Prove that, for any numbers \(a_1, a_2, \ldots\,,\) and \(b_1, b_2, \ldots\,,\) and for \(n\ge1\), \[ \sum_{m=1}^n a_m(b_{m+1} -b_m) = a_{n+1}b_{n+1} -a_1b_1 -\sum_{m=1}^n b_{m+1}(a_{m+1} -a_m) \,. \]

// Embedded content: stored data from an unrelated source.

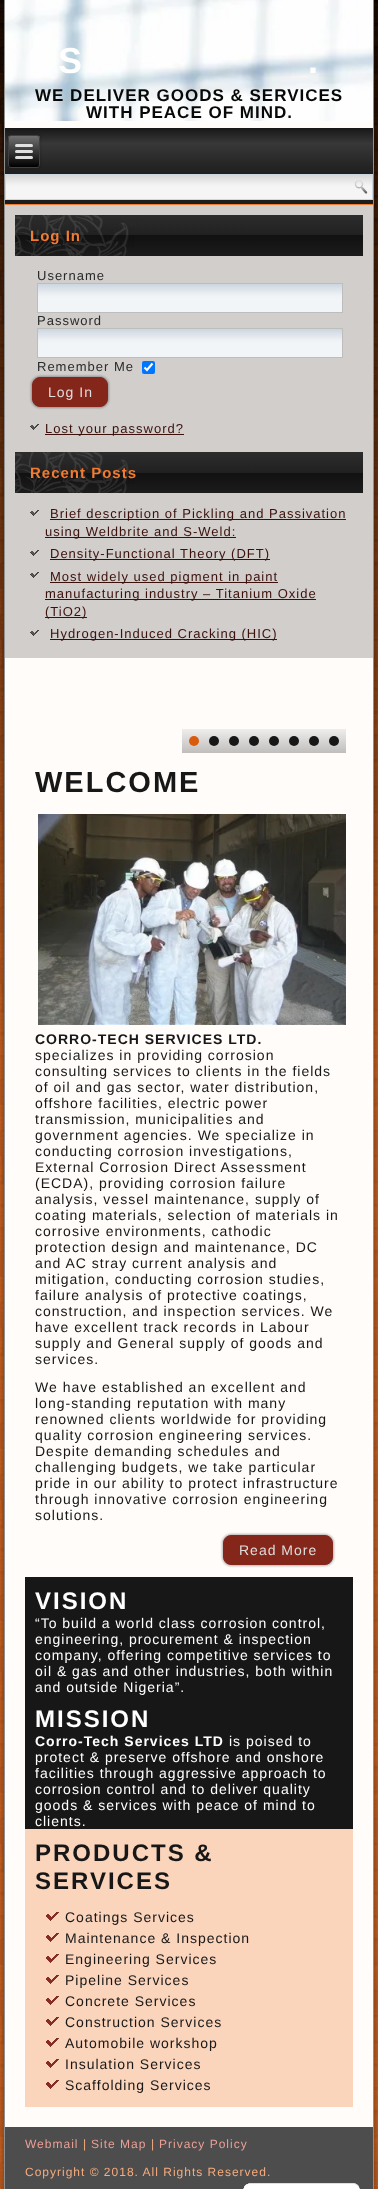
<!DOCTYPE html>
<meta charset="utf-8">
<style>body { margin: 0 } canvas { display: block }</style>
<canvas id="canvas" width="378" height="2189"></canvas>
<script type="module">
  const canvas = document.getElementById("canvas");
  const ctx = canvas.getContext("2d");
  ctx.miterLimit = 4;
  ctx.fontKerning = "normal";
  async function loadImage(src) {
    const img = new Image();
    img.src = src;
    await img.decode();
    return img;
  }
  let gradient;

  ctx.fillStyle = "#ffffff";
  ctx.fillRect(0, 0, 378, 2189);
  ctx.drawImage(await loadImage("img1.png"), 0, 0, 378, 2189);
  ctx.fillStyle = "rgba(0, 0, 0, 0.3)";
  ctx.filter = "blur(2.5px)";
  ctx.beginPath();
  ctx.rect(1, -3, 376, 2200);
  ctx.fill();
  ctx.filter = "none";
  ctx.fillStyle = "#fffcfa";
  ctx.fillRect(5, 121, 368, 2006);
  ctx.fillStyle = "#8f8f8f";
  ctx.fillRect(373, 0, 1, 2189);
  ctx.fillRect(4, 0, 1, 2189);
  ctx.drawImage(await loadImage("img2.png"), 5, 0, 368, 121);
  ctx.letterSpacing = "2px";
  ctx.font = "bold 36px Liberation Sans";
  ctx.fillStyle = "#ffffff";
  ctx.fillText("S", 58, 73);
  ctx.fillText(".", 308, 73);
  ctx.letterSpacing = "1px";
  ctx.font = "bold 17px Liberation Sans";
  ctx.fillStyle = "#080808";
  ctx.fillText("WE DELIVER GOODS & SERVICES", 35, 101);
  ctx.fillText("WITH PEACE OF MIND.", 86, 118);
  gradient = ctx.createLinearGradient(189, 128, 189, 205);
  gradient.addColorStop(0, "#171717");
  gradient.addColorStop(0.2, "#383838");
  gradient.addColorStop(0.5, "#242424");
  gradient.addColorStop(0.8, "#141414");
  gradient.addColorStop(1, "#1f1f1f");
  ctx.fillStyle = gradient;
  ctx.fillRect(5, 128, 368, 76);
  ctx.fillStyle = "#f27b31";
  ctx.fillRect(5, 204, 368, 1);
  ctx.fillStyle = "rgba(0, 0, 0, 0.2)";
  ctx.filter = "blur(1.5px)";
  ctx.beginPath();
  ctx.roundRect(8, 135, 32, 33, 3);
  ctx.fill();
  ctx.filter = "none";
  ctx.save();
  ctx.beginPath();
  ctx.roundRect(8, 135, 32, 33, 3);
  ctx.clip();
  gradient = ctx.createLinearGradient(24, 136, 24, 167);
  gradient.addColorStop(0, "#707070");
  gradient.addColorStop(1, "#000000");
  ctx.fillStyle = gradient;
  ctx.fillRect(8, 136, 32, 31);
  ctx.restore();
  ctx.beginPath();
  ctx.roundRect(8.5, 135.5, 31, 32, 2.5);
  ctx.strokeStyle = "#404040";
  ctx.stroke();
  ctx.fillStyle = "#e0e0e0";
  ctx.beginPath();
  ctx.roundRect(15, 144, 18, 3, 1.5);
  ctx.fill();
  ctx.beginPath();
  ctx.roundRect(15, 150, 18, 3, 1.5);
  ctx.fill();
  ctx.beginPath();
  ctx.roundRect(15, 156, 18, 3, 1.5);
  ctx.fill();
  gradient = ctx.createLinearGradient(189, 175, 189, 199);
  gradient.addColorStop(0, "#d6d6d6");
  gradient.addColorStop(0.4, "#f2f2f2");
  gradient.addColorStop(0.5, "#f5f5f5");
  gradient.addColorStop(1, "#f5f5f5");
  ctx.fillStyle = gradient;
  ctx.fillRect(6, 175, 366, 24);
  ctx.strokeStyle = "#ccd6e0";
  ctx.strokeRect(5.5, 174.5, 367, 25);
  ctx.drawImage(await loadImage("img3.png"), 354, 180, 14, 14);
  ctx.fillStyle = "#d1cecc";
  ctx.fillRect(5, 205, 368, 453);
  ctx.drawImage(await loadImage("img4.png"), 15, 215, 348, 41);
  ctx.font = "bold 15px Liberation Sans";
  ctx.fillStyle = "#f27b31";
  ctx.fillText("Log In", 30, 241);
  ctx.font = "13px Liberation Sans";
  ctx.fillStyle = "#2b2b2b";
  ctx.fillText("Username", 37, 280);
  gradient = ctx.createLinearGradient(190, 284, 190, 312);
  gradient.addColorStop(0, "#ccd6e0");
  gradient.addColorStop(0.4, "#eff2f5");
  gradient.addColorStop(0.5, "#f2f5f7");
  gradient.addColorStop(1, "#f2f5f7");
  ctx.fillStyle = gradient;
  ctx.fillRect(38, 284, 304, 28);
  ctx.strokeStyle = "#bdbdbd";
  ctx.strokeRect(37.5, 283.5, 305, 29);
  ctx.fillStyle = "#2b2b2b";
  ctx.fillText("Password", 37, 325);
  gradient = ctx.createLinearGradient(190, 329, 190, 357);
  gradient.addColorStop(0, "#ccd6e0");
  gradient.addColorStop(0.4, "#eff2f5");
  gradient.addColorStop(0.5, "#f2f5f7");
  gradient.addColorStop(1, "#f2f5f7");
  ctx.fillStyle = gradient;
  ctx.fillRect(38, 329, 304, 28);
  ctx.strokeRect(37.5, 328.5, 305, 29);
  ctx.fillStyle = "#2b2b2b";
  ctx.fillText("Remember Me", 37, 371);
  ctx.fillStyle = "#0075ff";
  ctx.beginPath();
  ctx.roundRect(142, 361, 13, 13, 2);
  ctx.fill();
  ctx.beginPath();
  ctx.moveTo(144.5, 367.5);
  ctx.lineTo(147, 370);
  ctx.lineTo(152.5, 363.5);
  ctx.strokeStyle = "#ffffff";
  ctx.lineWidth = 2.1;
  ctx.stroke();
  ctx.fillStyle = "rgba(0, 0, 0, 0.3)";
  ctx.filter = "blur(1px)";
  ctx.beginPath();
  ctx.roundRect(31, 376, 78, 32, 9);
  ctx.fill();
  ctx.filter = "none";
  ctx.fillStyle = "#84261a";
  ctx.beginPath();
  ctx.roundRect(32.5, 377.5, 75, 29, 7.5);
  ctx.fill();
  ctx.strokeStyle = "#84261a";
  ctx.lineWidth = 1;
  ctx.stroke();
  ctx.font = "14px Liberation Sans";
  ctx.fillStyle = "#dedede";
  ctx.fillText("Log In", 48, 397);
  ctx.drawImage(await loadImage("img5.png"), 30, 424, 9, 6);
  ctx.fillStyle = "#3c110c";
  ctx.fillRect(45, 434, 139, 1);
  ctx.font = "13px Liberation Sans";
  ctx.fillText("Lost your password?", 45, 433);
  ctx.drawImage(await loadImage("img6.png"), 15, 452, 348, 41);
  ctx.font = "bold 15px Liberation Sans";
  ctx.fillStyle = "#f27b31";
  ctx.fillText("Recent Posts", 30, 478);
  ctx.drawImage(await loadImage("img5.png"), 30, 510, 9, 6);
  ctx.fillStyle = "#3c110c";
  ctx.fillRect(50, 519, 296, 1);
  ctx.font = "13px Liberation Sans";
  ctx.fillText("Brief description of Pickling and Passivation", 50, 518);
  ctx.fillRect(45, 537, 191, 1);
  ctx.fillText("using Weldbrite and S-Weld:", 45, 536);
  ctx.drawImage(await loadImage("img5.png"), 30, 550, 9, 6);
  ctx.fillRect(50, 559, 220, 1);
  ctx.fillText("Density-Functional Theory (DFT)", 50, 558);
  ctx.drawImage(await loadImage("img5.png"), 30, 572, 9, 6);
  ctx.fillRect(50, 582, 228, 1);
  ctx.fillText("Most widely used pigment in paint", 50, 581);
  ctx.fillRect(45, 599, 271, 1);
  ctx.fillText("manufacturing industry – Titanium Oxide", 45, 598);
  ctx.fillRect(45, 617, 42, 1);
  ctx.fillText("(TiO2)", 45, 616);
  ctx.drawImage(await loadImage("img5.png"), 30, 630, 9, 6);
  ctx.fillRect(50, 639, 227, 1);
  ctx.fillText("Hydrogen-Induced Cracking (HIC)", 50, 638);
  gradient = ctx.createLinearGradient(264, 729, 264, 753);
  gradient.addColorStop(0, "#efeeed");
  gradient.addColorStop(1, "#bfbebd");
  ctx.fillStyle = gradient;
  ctx.fillRect(182, 729, 164, 24);
  ctx.fillStyle = "#d85b0e";
  ctx.beginPath();
  ctx.arc(194, 741, 5, 0, Math.PI * 2);
  ctx.fill();
  ctx.fillStyle = "#171717";
  ctx.beginPath();
  ctx.arc(214, 741, 5, 0, Math.PI * 2);
  ctx.fill();
  ctx.beginPath();
  ctx.arc(234, 741, 5, 0, Math.PI * 2);
  ctx.fill();
  ctx.beginPath();
  ctx.arc(254, 741, 5, 0, Math.PI * 2);
  ctx.fill();
  ctx.beginPath();
  ctx.arc(274, 741, 5, 0, Math.PI * 2);
  ctx.fill();
  ctx.beginPath();
  ctx.arc(294, 741, 5, 0, Math.PI * 2);
  ctx.fill();
  ctx.beginPath();
  ctx.arc(314, 741, 5, 0, Math.PI * 2);
  ctx.fill();
  ctx.beginPath();
  ctx.arc(334, 741, 5, 0, Math.PI * 2);
  ctx.fill();
  ctx.letterSpacing = "2px";
  ctx.font = "bold 29px Liberation Sans";
  ctx.fillText("WELCOME", 35, 792);
  ctx.drawImage(await loadImage("img7.png"), 38, 814, 308, 211);
  ctx.letterSpacing = "1px";
  ctx.font = "bold 14px Liberation Sans";
  ctx.fillText("CORRO-TECH SERVICES LTD.", 35, 1044);
  ctx.font = "14px Liberation Sans";
  ctx.fillText("specializes in providing corrosion", 35, 1060);
  ctx.fillText("consulting services to clients in the fields", 35, 1076);
  ctx.fillText("of oil and gas sector, water distribution,", 35, 1092);
  ctx.fillText("offshore facilities, electric power", 35, 1108);
  ctx.fillText("transmission, municipalities and", 35, 1124);
  ctx.fillText("government agencies. We specialize in", 35, 1140);
  ctx.fillText("conducting corrosion investigations,", 35, 1156);
  ctx.fillText("External Corrosion Direct Assessment", 35, 1172);
  ctx.fillText("(ECDA), providing corrosion failure", 35, 1188);
  ctx.fillText("analysis, vessel maintenance, supply of", 35, 1204);
  ctx.fillText("coating materials, selection of materials in", 35, 1220);
  ctx.fillText("corrosive environments, cathodic", 35, 1236);
  ctx.fillText("protection design and maintenance, DC", 35, 1252);
  ctx.fillText("and AC stray current analysis and", 35, 1268);
  ctx.fillText("mitigation, conducting corrosion studies,", 35, 1284);
  ctx.fillText("failure analysis of protective coatings,", 35, 1300);
  ctx.fillText("construction, and inspection services. We", 35, 1316);
  ctx.fillText("have excellent track records in Labour", 35, 1332);
  ctx.fillText("supply and General supply of goods and", 35, 1348);
  ctx.fillText("services.", 35, 1364);
  ctx.fillText("We have established an excellent and", 35, 1392);
  ctx.fillText("long-standing reputation with many", 35, 1408);
  ctx.fillText("renowned clients worldwide for providing", 35, 1424);
  ctx.fillText("quality corrosion engineering services.", 35, 1440);
  ctx.fillText("Despite demanding schedules and", 35, 1456);
  ctx.fillText("challenging budgets, we take particular", 35, 1472);
  ctx.fillText("pride in our ability to protect infrastructure", 35, 1488);
  ctx.fillText("through innovative corrosion engineering", 35, 1504);
  ctx.fillText("solutions.", 35, 1520);
  ctx.fillStyle = "rgba(0, 0, 0, 0.3)";
  ctx.filter = "blur(1px)";
  ctx.beginPath();
  ctx.roundRect(222, 1534, 112, 32, 9);
  ctx.fill();
  ctx.filter = "none";
  ctx.fillStyle = "#84261a";
  ctx.beginPath();
  ctx.roundRect(223.5, 1535.5, 109, 29, 7.5);
  ctx.fill();
  ctx.stroke();
  ctx.fillStyle = "#dedede";
  ctx.fillText("Read More", 239, 1555);
  ctx.fillStyle = "#171717";
  ctx.fillRect(25, 1577, 328, 252);
  ctx.letterSpacing = "2px";
  ctx.font = "bold 24px Liberation Sans";
  ctx.fillStyle = "#ffffff";
  ctx.fillText("VISION", 35, 1609);
  ctx.letterSpacing = "1px";
  ctx.font = "14px Liberation Sans";
  ctx.fillText("“To build a world class corrosion control,", 35, 1628);
  ctx.fillText("engineering, procurement & inspection", 35, 1644);
  ctx.fillText("company, offering competitive services to", 35, 1660);
  ctx.fillText("oil & gas and other industries, both within", 35, 1676);
  ctx.fillText("and outside Nigeria”.", 35, 1692);
  ctx.letterSpacing = "2px";
  ctx.font = "bold 24px Liberation Sans";
  ctx.fillText("MISSION", 35, 1727);
  ctx.letterSpacing = "1px";
  ctx.font = "bold 14px Liberation Sans";
  ctx.fillText("Corro-Tech Services LTD", 35, 1746);
  ctx.font = "14px Liberation Sans";
  ctx.fillText("is poised to", 229, 1746);
  ctx.fillText("protect & preserve offshore and onshore", 35, 1762);
  ctx.fillText("facilities through aggressive approach to", 35, 1778);
  ctx.fillText("corrosion control and to deliver quality", 35, 1794);
  ctx.fillText("goods & services with peace of mind to", 35, 1810);
  ctx.fillText("clients.", 35, 1826);
  ctx.fillStyle = "#fbd4bc";
  ctx.fillRect(25, 1829, 328, 278);
  ctx.letterSpacing = "2px";
  ctx.font = "bold 24px Liberation Sans";
  ctx.fillStyle = "#171717";
  ctx.fillText("PRODUCTS &", 35, 1861);
  ctx.fillText("SERVICES", 35, 1889);
  ctx.drawImage(await loadImage("img8.png"), 46, 1912, 13, 9);
  ctx.letterSpacing = "1px";
  ctx.font = "14px Liberation Sans";
  ctx.fillText("Coatings Services", 65, 1922);
  ctx.drawImage(await loadImage("img8.png"), 46, 1933, 13, 9);
  ctx.fillText("Maintenance & Inspection", 65, 1943);
  ctx.drawImage(await loadImage("img8.png"), 46, 1954, 13, 9);
  ctx.fillText("Engineering Services", 65, 1964);
  ctx.drawImage(await loadImage("img8.png"), 46, 1975, 13, 9);
  ctx.fillText("Pipeline Services", 65, 1985);
  ctx.drawImage(await loadImage("img8.png"), 46, 1996, 13, 9);
  ctx.fillText("Concrete Services", 65, 2006);
  ctx.drawImage(await loadImage("img8.png"), 46, 2017, 13, 9);
  ctx.fillText("Construction Services", 65, 2027);
  ctx.drawImage(await loadImage("img8.png"), 46, 2038, 13, 9);
  ctx.fillText("Automobile workshop", 65, 2048);
  ctx.drawImage(await loadImage("img8.png"), 46, 2059, 13, 9);
  ctx.fillText("Insulation Services", 65, 2069);
  ctx.drawImage(await loadImage("img8.png"), 46, 2080, 13, 9);
  ctx.fillText("Scaffolding Services", 65, 2090);
  ctx.fillStyle = "#4d4d4d";
  ctx.fillRect(5, 2127, 368, 62);
  ctx.font = "12px Liberation Sans";
  ctx.fillStyle = "#ea9f95";
  ctx.fillText("Webmail", 25, 2148);
  ctx.fillStyle = "#f7ac7e";
  ctx.fillText("|", 83, 2148);
  ctx.fillStyle = "#ea9f95";
  ctx.fillText("Site Map", 91, 2148);
  ctx.fillStyle = "#f7ac7e";
  ctx.fillText("|", 151, 2148);
  ctx.fillStyle = "#ea9f95";
  ctx.fillText("Privacy Policy", 159, 2148);
  ctx.fillStyle = "#f7ac7e";
  ctx.fillText("Copyright © 2018. All Rights Reserved.", 25, 2176);
  ctx.drawImage(await loadImage("img9.png"), 243, 2183, 117, 6);
</script>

  1. By setting \(b_m = \sin mx\), show that \[ \sum_{m=1}^n \cos (m+\tfrac12)x = \tfrac12 \big(\sin (n+1)x - \sin x \big) \cosec \tfrac12 x \,. \] Note: $\sin A - \sin B = \displaystyle 2 \cos \big( \tfrac{{\displaystyle A+B\vphantom{_1}}} {\displaystyle 2\vphantom{^1}} \big)\, \sin\big( \tfrac{{\displaystyle A-B\vphantom{_1}}}{\displaystyle 2\vphantom{^1}} \big)\, $.
  2. Show that \[ \sum_{m=1}^n m\sin mx = \big (p \sin(n+1)x +q \sin nx\big) \cosec^2 \tfrac12 x \,, \] where \(p\) and \(q\) are to be determined in terms of \(n\). Note: \(2\sin A \sin B = \cos (A-B) - \cos (A+B)\,\); Note: \(2\cos A \sin B = \sin (A+B) - \sin (A-B)\,\).

Solution: \begin{align*} \sum_{m=1}^n a_m(b_{m+1} -b_m) +\sum_{m=1}^n b_{m+1}(a_{m+1} -a_m) &= \sum_{m=1}^n \left (a_{m+1}b_{m+1}-a_mb_m \right) \\ &= a_{n+1}b_{n+1} - a_1b_1 \end{align*} And the result follows.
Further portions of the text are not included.